Effects of the 2008 financial crisis on health
8 July 2011 London School of Hygiene & Tropical Medicine London School of Hygiene & Tropical Medicine https://lshtm.ac.uk/themes/custom/lshtm/images/lshtm-logo-black.pngSuicide rates increased but road deaths dropped in the wake of the 2008 financial crisis, according to a first look at recent mortality patterns in Europe.
In a letter published in The Lancet, the London School of Hygiene & Tropical Medicine's Professor Martin McKee and colleagues hint at the rapid health consequences of financial crises but say they are working on a more detailed analysis to find out why some people and societies are more resilient to economic shocks than others. He wrote the letter along with Dr David Stuckler, of the University of Cambridge, Dr Sanjay Basu, University of California San Francisco, and colleagues.
Their initial data shows increases in suicide rates between 2007 and 2009 in most countries, but also decreases in road deaths - probably because of higher unemployment leading to less car use. Unemployment increased by 2.6 percentage points (a 35% relative increase) between 2007 and 2009 across the EU as a whole. But the authors say: "However, the steady downward trend in suicide rates, seen in both groups of countries [the pre-2004 EU and new EU states joining in 2004] before 2007, reversed at once. The 2008 increase was less than 1% in the new member states, but in the old ones it increased by almost 7%. In both, suicides increased further in 2009. Among the countries studied, only Austria had fewer suicides (down 5%) in 2009 than in 2007. In each of the other countries the increase was at least 5%."
Road-traffic fatalities also fell substantially, especially in new member countries where they were initially very high. Three countries had high (Lithuania), medium (Hungary), and low (Netherlands) death rates before 2008, indicating that the scale of the post-crisis decline is related to the initial level.

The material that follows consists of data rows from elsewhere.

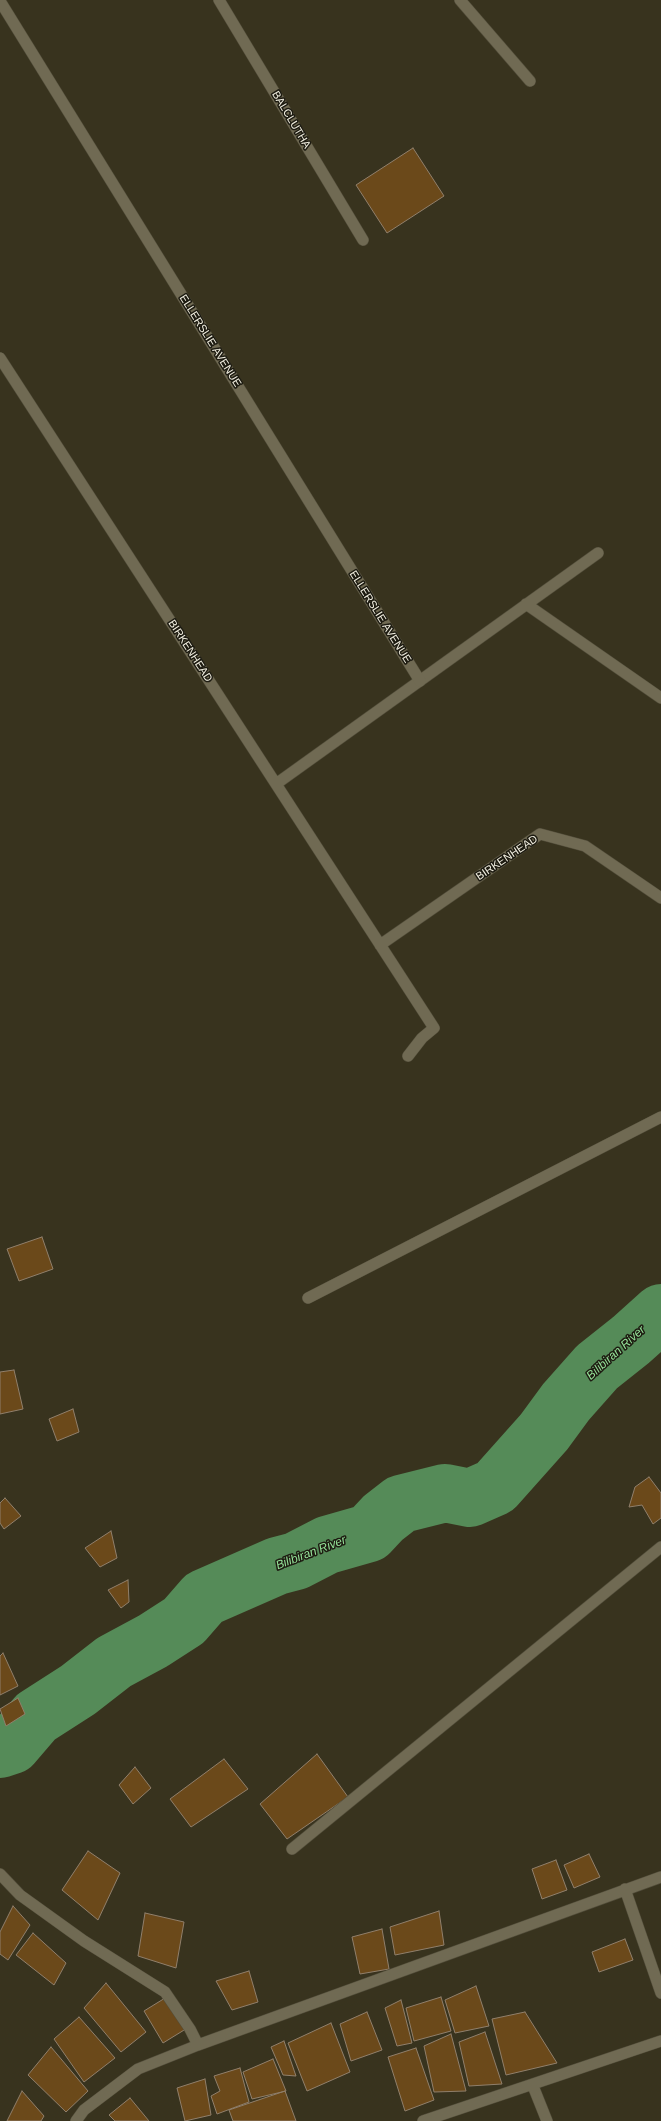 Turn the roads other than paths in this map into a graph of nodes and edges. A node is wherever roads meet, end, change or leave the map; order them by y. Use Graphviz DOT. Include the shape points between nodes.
graph roads {
  1 [pos="219,0"];
  2 [pos="460,0"];
  3 [pos="0,1"];
  4 [pos="530,80"];
  5 [pos="363,240"];
  6 [pos="0,358"];
  7 [pos="598,554"];
  8 [pos="526,604"];
  9 [pos="420,681"];
  10 [pos="661,698"];
  11 [pos="276,784"];
  12 [pos="661,898"];
  13 [pos="380,945"];
  14 [pos="408,1056"];
  15 [pos="661,1117"];
  16 [pos="308,1298"];
  17 [pos="661,1547"];
  18 [pos="292,1849"];
  19 [pos="0,1874"];
  20 [pos="661,1877"];
  21 [pos="625,1889"];
  22 [pos="661,1993"];
  23 [pos="661,2041"];
  24 [pos="198,2045"];
  25 [pos="533,2086"];
  26 [pos="76,2121"];
  27 [pos="423,2121"];
  28 [pos="547,2121"];
  1 -- 5 [label="street, BALCLUTHA"];
  2 -- 4 [label="street"];
  3 -- 9 [label="street, ELLERSLIE AVENUE"];
  6 -- 11 [label="street, BIRKENHEAD"];
  7 -- 8 [label="street"];
  8 -- 9 [label="street"];
  8 -- 10 [label="street"];
  9 -- 11 [label="street"];
  11 -- 13 [label="street, BIRKENHEAD"];
  12 -- 13 [label="street, BIRKENHEAD" via="585,846 540,834"];
  13 -- 14 [label="street, BIRKENHEAD" via="434,1028"];
  15 -- 16 [label="street"];
  17 -- 18 [label="street"];
  19 -- 24 [label="street" via="32,1904 164,1992"];
  20 -- 21 [label="street"];
  21 -- 22 [label="street"];
  21 -- 24 [label="street"];
  23 -- 25 [label="street"];
  24 -- 26 [label="street" via="138,2069 84,2110"];
  25 -- 27 [label="street"];
  25 -- 28 [label="street"];
}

Thus, the rate of road-traffic fatalities in Lithuania fell rapidly, by almost 50%. However, when rates are already very low, as in the Netherlands, there is little scope to fall further.
Variations in availability of data means that those with the most data heavily influence the overall patterns. The UK does so for the pre-2004 EU states while Romania does so for the newer ones. In the UK, suicide rates rose from a recent low of 6.14 per 100,000 people aged under 65 in 2007 to 6.75 in 2008, an increase of 10%, and remained this high in 2009. UK motor vehicle accident mortality had fluctuated between 2000 and 2007, and then fell by 25% between 2007 and 2009 (from 4.92 per 100,000 population to 3.68).
The authors say: "Once data from elsewhere become available, our analysis will need to be updated and the differences in experiences across Europe explored. However, we can already see that the countries facing the most severe financial reversals of fortune, such as Greece and Ireland, had greater rises in suicides (17% and 13%, respectively) than did the other countries, and in Latvia suicides increased by more than 17% between 2007 and 2008."
They refer to their earlier paper, in which they argued that social protection measures such as active labour market policies and strong social support networks could mitigate the predicted increase in suicides. In this context, they note that Austria, with a strong social safety net, had a slight decline in suicides despite an increase in unemployment of 0ยท6 percentage points between 2007 and 2009. However, unexpectedly, Finland, also with strong social protection systems, had an increase in suicides of just over 5% in the same period, by contrast with previous recessions.
The authors say: "Overall, consistent with our earlier predictions, we found no evidence of a major deviation from past trends in all-cause mortality rates, since the short-term mortality fluctuations were mainly driven by suicides and road-traffic fatalities."
The authors conclude: "These findings...reveal the rapidity of the health consequences of financial crises ... We are currently engaged in a much more detailed analysis of the health effects of the ongoing economic crisis and the responses to it, using aggregate mortality and individual-level data from European household surveys, coupled with analyses of policy responses. In particular, we want to understand better why some individuals, communities, and entire societies are especially vulnerable yet some seem more resilient to economic shocks as well as the extent to which the very different policy responses being pursued by European governments affect health. There is clearly much more to be written on the health consequences of the events of 2008."